In this situation, the candidates are actually employed by the temp agency. More accurately, the temp agency fulfills all of the new hire paperwork and employer obligations for you. Many employers forget this important fact. Then they cut out the temp agency in order to eliminate the middle man, and end up vulnerable to a host of problems.

Potential Problems

There are many potential issues that can arise such as not having coverage if the worker is injured while in your office, not having the protections of your handbook, classification penalties from the DOL or IRS, potential FLSA (minimum wage and overtime) violations, and more.  Moreover, if you do not hire the worker and they become disgruntled, they now have leverage over you to file a complaint because you have not complied with the law.

The Fallacies

You may have heard these statements; You don’t have to pay workers if you call it a “working interview,” and it’s only for a couple of hours. No paperwork means they were “never there” and you fly under the radar, especially if you pay them less than $600. Your workers’ compensation will automatically cover their injuries. You can just call them an independent contractor or “casual labor” and 1099 them.

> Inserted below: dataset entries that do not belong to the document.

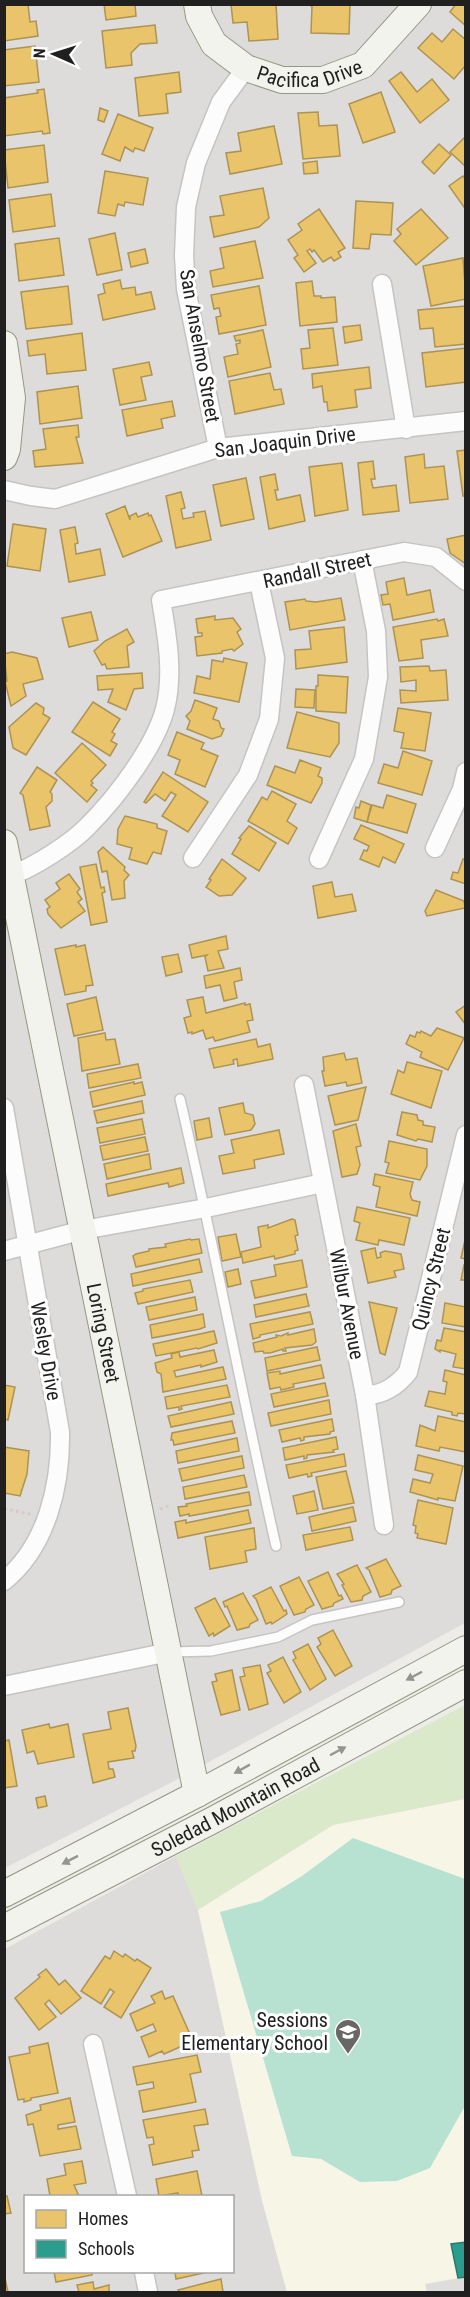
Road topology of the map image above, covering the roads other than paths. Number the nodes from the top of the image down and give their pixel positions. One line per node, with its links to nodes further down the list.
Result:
1 (197, 4): 3 (street, Pacifica Drive)
2 (418, 4): 3 (street, Pacifica Drive)
3 (246, 68): 4 (street, Pacifica Drive)
4 (186, 207): 9 (street, San Anselmo Street)
5 (382, 284): 8 (street)
6 (5, 350): 10 (street)
7 (465, 421): 8 (street, San Joaquin Drive)
8 (406, 429): 9 (street, San Joaquin Drive)
9 (219, 448): 11 (street, San Joaquin Drive)
10 (4, 457)
11 (4, 490)
12 (362, 560): 13 (street, Randall Street); 14 (street, Randall Street); 19 (street)
13 (465, 580)
14 (259, 582): 18 (street); 20 (street, Randall Street)
15 (465, 772): 17 (street)
16 (4, 843): 20 (street, Loring Street)
17 (435, 848)
18 (193, 858)
19 (320, 859)
20 (12, 875): 27 (street, Loring Street)
21 (304, 1085): 25 (street, Wilbur Avenue)
22 (180, 1100): 26 (lane)
23 (4, 1108): 28 (street, Wesley Drive)
24 (465, 1135): 30 (street, Quincy Street)
25 (323, 1183): 26 (street); 30 (street, Wilbur Avenue)
26 (206, 1208): 27 (street); 32 (lane)
27 (83, 1230): 28 (street); 36 (street, Loring Street)
28 (28, 1244): 29 (street); 33 (street, Wesley Drive)
29 (4, 1251)
30 (365, 1395): 31 (street, Wilbur Avenue)
31 (384, 1525)
32 (276, 1546)
33 (4, 1581)
34 (399, 1602): 36 (lane)
35 (465, 1649): 39 (street, Soledad Mountain Road, one-way to 39)
36 (169, 1652): 38 (street); 39 (street, Loring Street)
37 (465, 1683): 40 (street, Soledad Mountain Road, one-way to 37)
38 (4, 1686)
39 (197, 1794): 40 (street, Loring Street); 41 (street, Soledad Mountain Road, one-way to 41)
40 (213, 1820): 42 (street, Soledad Mountain Road)
41 (4, 1894)
42 (4, 1928)
43 (93, 2044): 44 (street)
44 (127, 2195)
45 (144, 2273): 46 (street)
46 (148, 2292)

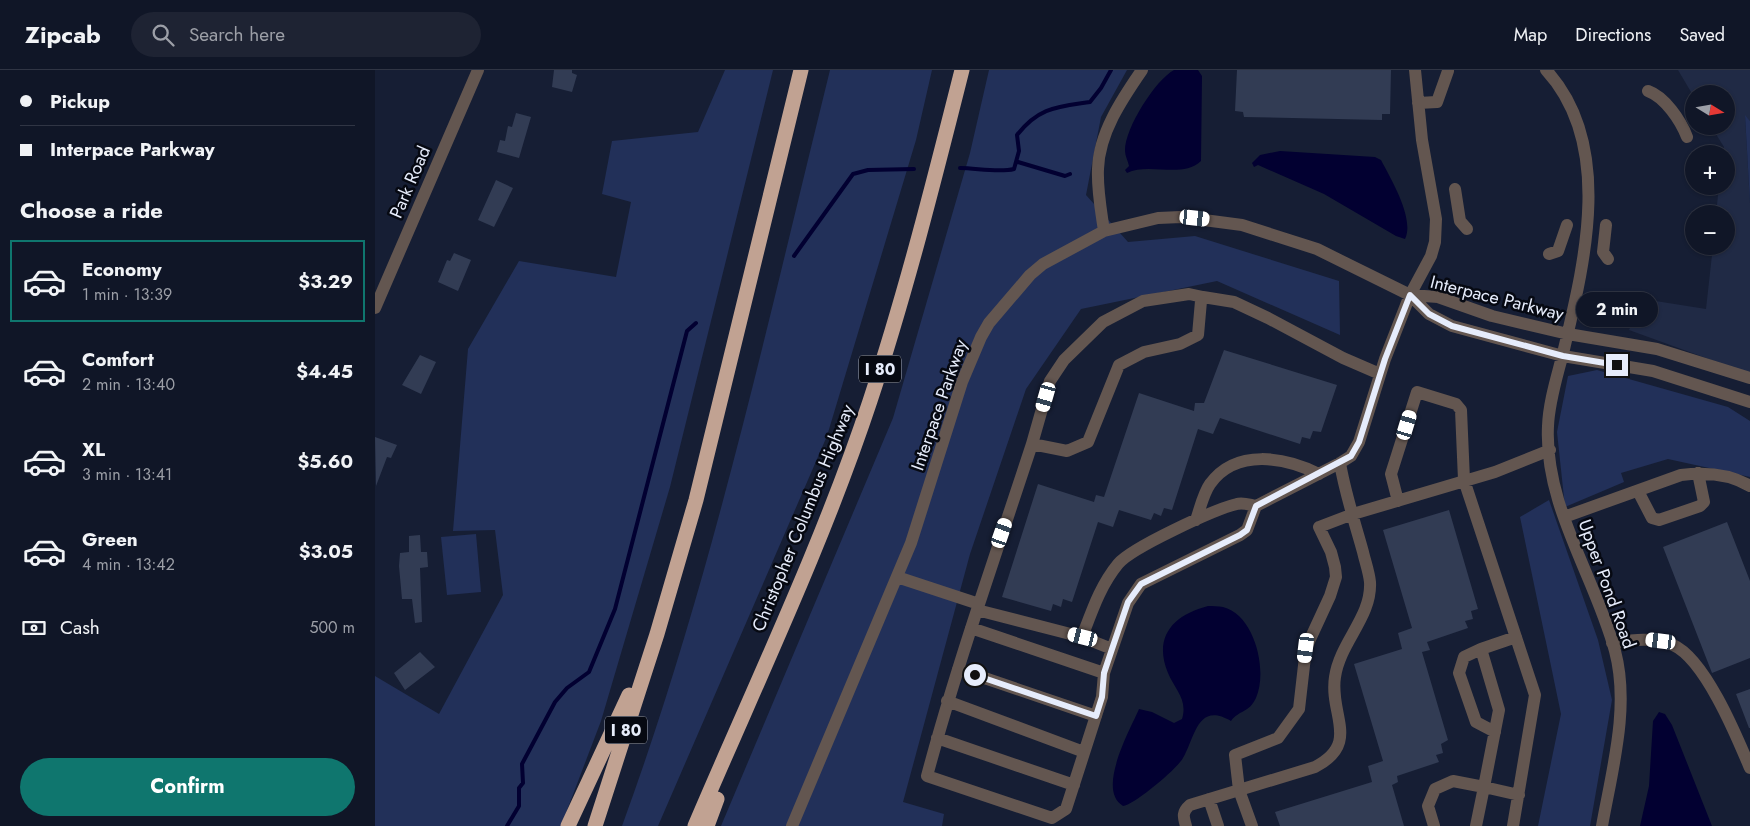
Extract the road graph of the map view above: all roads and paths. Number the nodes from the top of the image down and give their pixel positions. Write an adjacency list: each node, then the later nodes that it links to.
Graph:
1 (478, 70): 20 (street, Park Road)
2 (801, 70): 42 (highway, I 80)
3 (961, 70): 48 (highway, Christopher Columbus Highway / I 80)
4 (1142, 70): 15 (street)
5 (1415, 70): 9 (street)
6 (1546, 70): 21 (street, Upper Pond Road)
7 (1448, 71): 9 (street)
8 (1648, 91): 10 (street)
9 (1418, 103): 18 (street)
10 (1687, 137)
11 (1455, 189): 14 (street)
12 (1567, 225): 16 (street)
13 (1605, 225): 17 (street)
14 (1467, 229)
15 (1105, 231): 18 (street, Interpace Parkway); 39 (street, Interpace Parkway)
16 (1549, 254)
17 (1608, 259)
18 (1410, 295): 21 (street, Interpace Parkway); 22 (street, Interpace Parkway); 23 (street)
19 (1203, 297): 23 (street); 26 (street); 26 (street)
20 (375, 308)
21 (1568, 334): 22 (street, Upper Pond Road); 24 (street, Interpace Parkway)
22 (1563, 356): 25 (street, Interpace Parkway); 27 (street, Upper Pond Road)
23 (1381, 374): 28 (street)
24 (1750, 378)
25 (1750, 402)
26 (1032, 444): 40 (street)
27 (1549, 450): 31 (street); 37 (street, Upper Pond Road)
28 (1340, 464): 30 (street); 36 (street)
29 (1698, 473): 32 (street); 33 (street); 33 (street)
30 (1319, 474): 35 (street); 38 (street)
31 (1465, 480): 34 (street); 34 (street); 44 (street)
32 (1750, 486)
33 (1638, 491): 37 (street)
34 (1398, 501): 36 (street)
35 (1256, 506): 38 (street); 46 (street)
36 (1353, 514): 59 (street); 59 (street)
37 (1564, 517): 45 (street, Upper Pond Road)
38 (1196, 520): 43 (street)
39 (897, 577): 40 (street); 66 (street, Interpace Parkway)
40 (978, 607): 41 (street); 43 (street)
41 (971, 628): 49 (street); 50 (street)
42 (657, 634): 62 (highway); 63 (highway, I 80)
43 (1083, 637): 46 (street)
44 (1516, 637): 47 (street); 60 (street)
45 (1612, 643): 56 (street); 73 (street, Upper Pond Road)
46 (1112, 649): 50 (street)
47 (1481, 649): 53 (street); 53 (street)
48 (767, 657): 64 (highway, Christopher Columbus Highway / I 80); 65 (highway)
49 (958, 669): 51 (street); 52 (street)
50 (1104, 673): 52 (street)
51 (947, 702): 54 (street); 55 (street)
52 (1096, 716): 55 (street)
53 (1495, 732): 58 (street)
54 (937, 738): 57 (street); 57 (street)
55 (1084, 752): 57 (street)
56 (1750, 768)
57 (1074, 785)
58 (1484, 787): 60 (street); 70 (street); 71 (street)
59 (1239, 790): 61 (street); 69 (street)
60 (1519, 795): 72 (street)
61 (1209, 799): 67 (street); 68 (street)
62 (568, 826)
63 (595, 826)
64 (695, 826)
65 (707, 826)
66 (792, 826)
67 (1186, 826)
68 (1218, 826)
69 (1251, 826)
70 (1434, 826)
71 (1476, 826)
72 (1513, 826)
73 (1602, 826)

These statement are all false, especially the later. You can’t make someone an independent contractor just by signing a contract.  If they perform duties usually done in your office by employees, and do so under your control, using your equipment, in your office, and at the hours you request, they are an employee.  If you call them a contractor to avoid payroll taxes or other employment benefits, you have misclassified them, and you are subject to penalties from both the IRS and Department of Labor.

What To Do

Unfortunately there is no shortcut. You must “hire” the prospective employee however there are some things you can do a little differently.

Instead of making it an unpaid interview or trying to call them an independent contractor when they do not fit those requirements, go ahead and make them a “Provisional Employee”.  After a thorough interview process and background check, go ahead and put them on your payroll.  Using a one page letter, put your new employee on notice that they are not eligible for benefits, must prove themselves, and may be let go during a certain period of time after hire, make it “X” days or hours.  If you have this policy in your handbook, you can use it to get the same benefits you would get from a working interview (i.e., a valid trial period, with no obligation to continue employment).

Always:

  • Pay them no less than minimum wage.
  • Withhold payroll taxes.
  • Verify their eligibility to work in the US. (Form I-9)
  • Cover the employee for Workers’ Compensation, and notify your carrier to ensure coverage.
  • Provide a copy of your Employee Handbook.  The protections in it apply only to those who receive a copy.

Follow these procedures and you should have no problems.